When I started doing the running a while back that, combined with some pressups and situps had a noticeable impact on my body. I’m not sure if I actually lost weight or not (for the aforementioned reason) but my body certainly changed shape. I had a noticeable waist for the first time in ages, and while I still had a horrible big wobbly gut, down the sides it was more noticeable that some of the bulk had gone.

When I started working every day again, the timing meant it was more difficult to squeeze in exercise, so following my 10K run in London back in May (May? I think.) I kind of fell out of the habit, which is why I picked up EA Sports Active 2. I already had the first one on Wii, but I’d heard the second one was much better in terms of how the programme was designed as well as motion sensors you couldn’t accidentally garotte yourself with, unlike the previous games Wii Remote and Nunchuk combo.
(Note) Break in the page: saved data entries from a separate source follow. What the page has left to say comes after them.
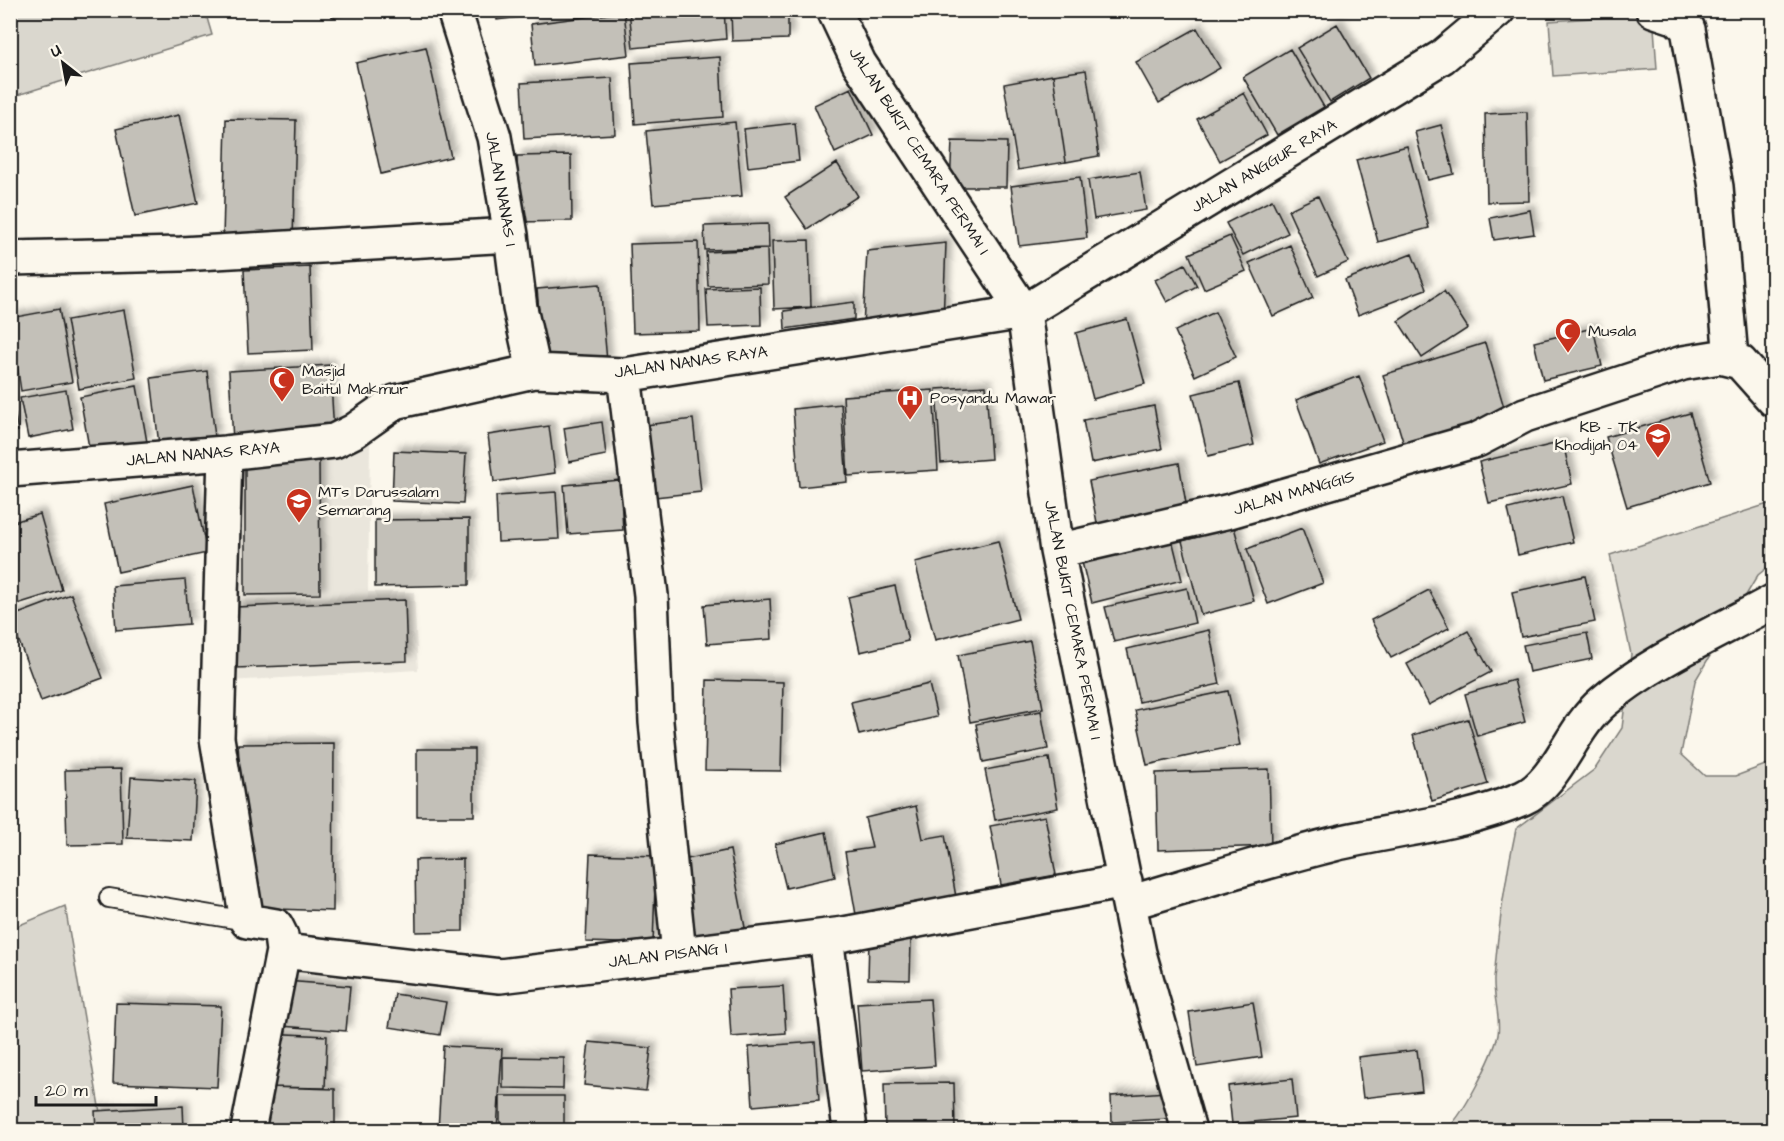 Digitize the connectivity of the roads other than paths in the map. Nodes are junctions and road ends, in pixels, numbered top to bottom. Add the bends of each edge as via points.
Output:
1 (454, 10) edge
2 (834, 10) edge
3 (1498, 10) edge
4 (1653, 10) edge
5 (511, 235) junction
6 (10, 258) edge
7 (1024, 312) junction
8 (1731, 358) junction
9 (534, 372) junction
10 (624, 375) junction
11 (1773, 400) edge
12 (225, 453) junction
13 (10, 470) edge
14 (1057, 551) junction
15 (1773, 601) edge
16 (1127, 892) junction
17 (109, 898) dead end
18 (245, 911) junction
19 (826, 936) junction
20 (283, 951) junction
21 (679, 954) junction
22 (248, 1131) edge
23 (850, 1131) edge
24 (1189, 1131) edge

1 - 5 street, JALAN NANAS I via 494,137
2 - 7 street, JALAN BUKIT CEMARA PERMAI I via 859,63
3 - 7 street, JALAN ANGGUR RAYA via 1442,57
4 - 8 street via 1677,18 1688,29 1716,187
5 - 6 street via 181,254
5 - 9 street, JALAN NANAS I via 520,308
7 - 10 street, JALAN NANAS RAYA
7 - 14 street, JALAN BUKIT CEMARA PERMAI I
8 - 11 street via 1740,362
8 - 14 street, JALAN MANGGIS via 1683,363 1525,415 1477,440 1230,512
9 - 10 street, JALAN NANAS RAYA
9 - 12 street, JALAN NANAS RAYA via 395,402 334,441
10 - 21 street via 651,595 656,722
12 - 13 street, JALAN NANAS RAYA
12 - 18 street via 217,738
14 - 16 street, JALAN BUKIT CEMARA PERMAI I
15 - 16 street, JALAN PISANG I via 1627,683 1600,704 1577,730 1546,783 1524,798 1437,824
16 - 19 street, JALAN PISANG I
16 - 24 street, JALAN BUKIT CEMARA PERMAI I via 1139,952
17 - 18 lane
18 - 20 street via 276,926
19 - 21 street, JALAN PISANG I
19 - 23 street
20 - 21 street, JALAN PISANG I via 500,976
20 - 22 street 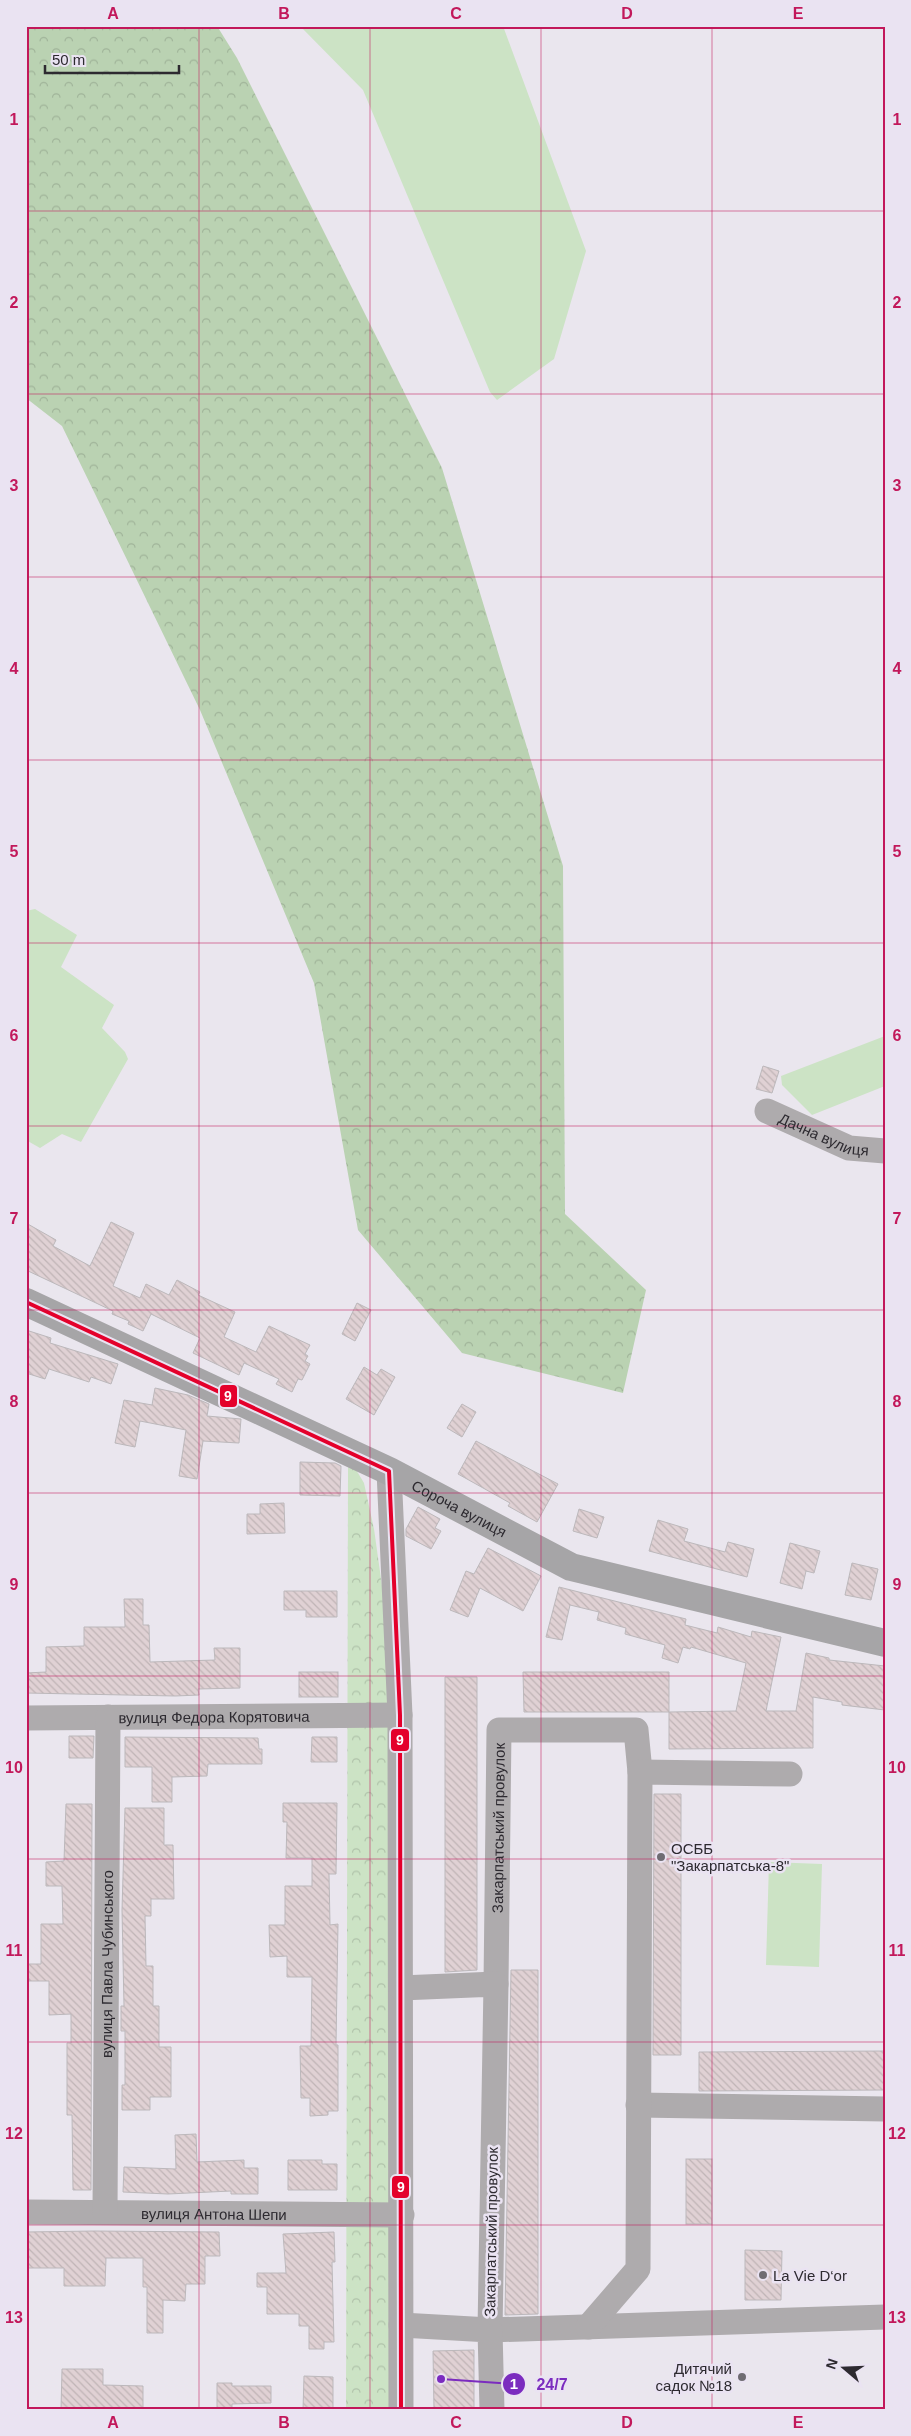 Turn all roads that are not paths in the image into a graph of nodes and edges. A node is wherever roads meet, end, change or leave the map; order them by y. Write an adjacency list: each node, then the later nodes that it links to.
1 (767, 1111): 2 (street, Дачна вулиця)
2 (885, 1151)
3 (26, 1302): 4 (main road, Сороча вулиця)
4 (389, 1471): 5 (main road, Сороча вулиця); 6 (street)
5 (885, 1643)
6 (400, 1715): 7 (street, вулиця Федора Корятовича); 12 (street)
7 (108, 1717): 8 (street, вулиця Федора Корятовича); 16 (street, вулиця Павла Чубинського)
8 (26, 1718)
9 (640, 1772): 10 (street); 11 (street, Закарпатський провулок); 13 (street, Закарпатський провулок)
10 (790, 1774)
11 (496, 1984): 12 (street); 21 (street, Закарпатський провулок)
12 (401, 1988): 17 (street)
13 (638, 2105): 14 (street); 20 (street, Закарпатський провулок)
14 (885, 2108)
15 (26, 2212): 16 (street, вулиця Антона Шепи)
16 (105, 2212): 17 (street, вулиця Антона Шепи)
17 (402, 2215): 19 (street)
18 (885, 2317): 20 (street, Закарпатський провулок)
19 (401, 2325): 21 (street, Закарпатський провулок); 22 (street)
20 (588, 2327): 21 (street, Закарпатський провулок)
21 (490, 2330): 23 (street, Закарпатський провулок)
22 (401, 2410)
23 (492, 2410)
It’s challenging — and I’m working on the “Medium” intensity level at present — and there are some exercises which I dread coming up (particularly: foot fires, stride jumps and mountain climbers, aka to other fitness types, inexplicably, “burpees”) but doing the activities 4 days a week (sometimes more) is making me feel a bit better about taking positive steps to improve myself, or something. As I say, specific progress is somewhat difficult to measure when you don’t like stepping on the scales, but psychological progress is still progress, too — and while I still dread the loading screen for mountain climbers, I find I can get through a set of them without wanting to die quite as much as I used to.

Plus, of course, there’s trophies. While in a lot of contexts trophies and achievements bug me, here they’re used well to mark milestones in your training, as well as some “fun” ones marking good performance over the long term in some of the minigames. EA Sports Active 2 also really loves progress bars, and as any social game developer will tell you, progress bars are an excellent motivational system. As such, you have a progress bar for how far through the whole programme you are, a progress bar for an individual workout, progress bars for all the trophies, progress bars for your personal goals — it may sound silly but it’s one way of tracking progress that you can see — even if it’s mostly measuring dedication rather than improvement in your fitness.

From Thursday, I move on to Phase 2 of the 9 Week Program(me). I’m not sure what to expect. Phase 1 was pretty tough at times — I’m wondering what Phase 2 offers over and above this. Perhaps longer workouts? I hope it’s not longer sets. 55 mountain climbers in a row is enough to give me a headrush and make me want to lie on the floor for quite a while.